There’s a tree on fire, a fissure in the floor, and u think, god whoever
painted this probably murdered their neighbour in Venice back in the day
and they lowkey know they r going to hell. i thought of those painting
stories when I watched Cécile’s tech fable. i thought about
tragicomedies, too, the US election. (Sprung a Leak tells the story of
desperate robots in moral servitude to their also robot dog who is in
love with a semi fictional problematic youtube fave called Liberty. The
screen dimension world is in danger and the YT girl (double-entendre
haha) dies when the robots try to connect with her. The whole scene is
metaphysically reset, and they time travel back before Liberty was
killed, etc. ? etc. ? the end). Sprung a Leak, like John Martin x
Eastenders, of image and drama, / it is overwrought with self-doubt and
specifically lots of worry for our emotional dystopian future. its drama
is of a state that matches the tate visitor who comes with an iPhone in
hand. water aesthetic instead of fire. I was on instagram while I
watched it the first time through, which is okay cause it has a tone
like a 2016 mannerist painting, a tone of OMG - i mean, You know how you
type OMG but you are not really omg-ing; you haha but you are quiet.

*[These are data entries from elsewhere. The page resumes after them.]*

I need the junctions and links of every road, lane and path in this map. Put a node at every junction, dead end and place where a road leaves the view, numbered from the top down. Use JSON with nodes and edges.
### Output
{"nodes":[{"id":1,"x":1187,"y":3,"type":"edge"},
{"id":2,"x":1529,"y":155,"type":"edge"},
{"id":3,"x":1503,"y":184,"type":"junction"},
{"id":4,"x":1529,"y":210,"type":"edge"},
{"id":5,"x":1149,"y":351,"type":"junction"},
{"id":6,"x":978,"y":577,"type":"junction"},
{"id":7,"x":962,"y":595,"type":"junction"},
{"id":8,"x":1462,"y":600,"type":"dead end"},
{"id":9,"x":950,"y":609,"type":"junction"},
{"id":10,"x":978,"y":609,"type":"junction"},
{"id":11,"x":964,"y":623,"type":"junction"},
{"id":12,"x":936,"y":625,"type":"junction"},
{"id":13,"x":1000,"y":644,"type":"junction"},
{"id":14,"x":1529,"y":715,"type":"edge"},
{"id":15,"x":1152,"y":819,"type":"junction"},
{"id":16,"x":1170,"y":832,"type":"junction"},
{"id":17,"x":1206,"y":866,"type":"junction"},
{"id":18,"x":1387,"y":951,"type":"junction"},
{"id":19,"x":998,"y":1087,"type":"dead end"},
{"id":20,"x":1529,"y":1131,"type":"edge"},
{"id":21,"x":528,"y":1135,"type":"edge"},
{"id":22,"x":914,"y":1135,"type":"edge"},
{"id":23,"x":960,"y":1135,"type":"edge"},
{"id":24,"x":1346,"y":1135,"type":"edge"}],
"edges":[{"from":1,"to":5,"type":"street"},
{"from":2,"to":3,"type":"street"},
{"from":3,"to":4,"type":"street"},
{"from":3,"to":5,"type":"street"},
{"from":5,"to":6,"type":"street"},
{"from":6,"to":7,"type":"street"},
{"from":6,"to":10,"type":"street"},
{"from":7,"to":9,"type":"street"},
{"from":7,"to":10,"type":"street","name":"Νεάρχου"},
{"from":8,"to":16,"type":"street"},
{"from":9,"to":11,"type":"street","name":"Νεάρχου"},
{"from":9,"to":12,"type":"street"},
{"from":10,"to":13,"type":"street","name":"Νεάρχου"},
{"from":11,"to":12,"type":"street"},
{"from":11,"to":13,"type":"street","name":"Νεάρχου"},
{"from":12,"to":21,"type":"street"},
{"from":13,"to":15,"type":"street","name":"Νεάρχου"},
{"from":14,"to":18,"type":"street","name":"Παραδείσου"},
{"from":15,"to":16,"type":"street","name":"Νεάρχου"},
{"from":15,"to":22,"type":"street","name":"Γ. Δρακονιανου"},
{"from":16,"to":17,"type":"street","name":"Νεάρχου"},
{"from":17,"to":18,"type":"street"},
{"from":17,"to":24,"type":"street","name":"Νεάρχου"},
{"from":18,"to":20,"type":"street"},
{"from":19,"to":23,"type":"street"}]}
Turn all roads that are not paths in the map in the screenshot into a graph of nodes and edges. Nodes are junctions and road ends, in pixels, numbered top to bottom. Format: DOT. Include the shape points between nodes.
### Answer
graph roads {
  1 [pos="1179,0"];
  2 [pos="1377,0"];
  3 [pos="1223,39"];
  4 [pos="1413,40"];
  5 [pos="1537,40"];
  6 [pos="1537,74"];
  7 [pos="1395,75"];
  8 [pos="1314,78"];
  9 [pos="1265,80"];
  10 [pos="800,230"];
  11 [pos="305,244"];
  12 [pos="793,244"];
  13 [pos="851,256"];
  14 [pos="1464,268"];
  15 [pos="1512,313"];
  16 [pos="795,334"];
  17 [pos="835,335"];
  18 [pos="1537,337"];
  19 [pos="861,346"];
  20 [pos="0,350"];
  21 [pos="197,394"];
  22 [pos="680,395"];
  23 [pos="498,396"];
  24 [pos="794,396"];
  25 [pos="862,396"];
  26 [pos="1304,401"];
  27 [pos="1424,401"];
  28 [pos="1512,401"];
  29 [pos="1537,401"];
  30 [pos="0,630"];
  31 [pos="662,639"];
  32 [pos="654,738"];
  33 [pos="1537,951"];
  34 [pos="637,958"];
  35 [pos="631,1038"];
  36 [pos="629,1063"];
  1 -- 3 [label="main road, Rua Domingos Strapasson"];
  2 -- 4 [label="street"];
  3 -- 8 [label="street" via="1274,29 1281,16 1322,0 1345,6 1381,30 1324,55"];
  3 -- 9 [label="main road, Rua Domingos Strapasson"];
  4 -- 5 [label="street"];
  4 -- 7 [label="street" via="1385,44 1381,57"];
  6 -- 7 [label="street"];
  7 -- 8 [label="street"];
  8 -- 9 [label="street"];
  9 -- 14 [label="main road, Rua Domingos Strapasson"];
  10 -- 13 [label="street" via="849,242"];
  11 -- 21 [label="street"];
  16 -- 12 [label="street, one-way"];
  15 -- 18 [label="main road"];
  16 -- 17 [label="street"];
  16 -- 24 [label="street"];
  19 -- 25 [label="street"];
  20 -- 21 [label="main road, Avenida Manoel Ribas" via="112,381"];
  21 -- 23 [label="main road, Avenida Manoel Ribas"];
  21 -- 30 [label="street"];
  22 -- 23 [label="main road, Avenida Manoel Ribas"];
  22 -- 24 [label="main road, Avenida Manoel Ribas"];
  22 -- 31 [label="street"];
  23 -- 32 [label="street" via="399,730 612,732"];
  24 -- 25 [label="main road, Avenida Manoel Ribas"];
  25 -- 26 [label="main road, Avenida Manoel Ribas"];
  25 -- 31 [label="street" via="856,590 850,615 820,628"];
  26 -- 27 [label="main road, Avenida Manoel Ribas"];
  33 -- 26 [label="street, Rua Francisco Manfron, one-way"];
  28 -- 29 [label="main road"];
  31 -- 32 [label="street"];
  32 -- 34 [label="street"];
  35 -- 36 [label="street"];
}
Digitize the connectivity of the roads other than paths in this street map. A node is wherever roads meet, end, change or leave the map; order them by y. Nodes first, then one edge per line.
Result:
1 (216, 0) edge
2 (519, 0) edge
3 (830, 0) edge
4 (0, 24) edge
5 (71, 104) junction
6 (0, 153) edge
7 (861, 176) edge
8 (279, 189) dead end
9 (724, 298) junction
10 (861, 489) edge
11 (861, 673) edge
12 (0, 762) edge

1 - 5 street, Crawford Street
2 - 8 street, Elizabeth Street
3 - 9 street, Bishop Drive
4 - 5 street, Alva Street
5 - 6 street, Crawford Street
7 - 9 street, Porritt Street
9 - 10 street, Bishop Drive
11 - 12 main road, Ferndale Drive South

Digital voice has an energy we deploy within that territory only, but
sometimes it crosses over, sometimes you say lol in conversation with
your cousin. Cécile is playing in that gap, that is where her
watchseries.it Coronation Street is. she has taken that voice like
ursula from ariel, and it charrrrmed me. it felt easy on my art eyes.
its content info and politics are delivered in a way i am very ready to
listen to. and it was suitable for the artist to voice all the
characters. with the ‘she’s AMAZING’ type script (the robots speaking
about Liberty), it offers that american-girl online urgency that demands
life or death, that calls Ariana Grande mum because she gives us life.
the play emotes OMG ventriloquist millennialism - important, because
Sprung a Leak rewrites the narrative that machines and corporate
lifestyles are draining us of our emotion, conscience, and complex
identity. When the robots say, ‘I AM DEAD, MOP THE FLOOR WITH MY BODY,’
it’s funny cause robot-bodies are probably not very absorbent. n so I
love what the robots mean. its like this room in the tate is a whatsapp
group in art-future, and something is kicking off, but it’s good and
exciting because your girls are sorting it out. the drama holds you and
notifications soothe. You type loudly, but don’t make a sound. You fix
the world together.
*I watched it three times. I read the wall print as the second run started, and I finally got the dynamics and characters (I normally avoid wall texts but I think you should read it so the characters feel familiar. thats the only problemo with them all having the same voice).
**I think it is very good of tate liverpool to have worked with the computer people department at the university of Liverpool. I like this local resourcing, like when people say they buy local produce but here u got arts and robots not just dirty carrots. Makes me like the exhibition even more, ngl.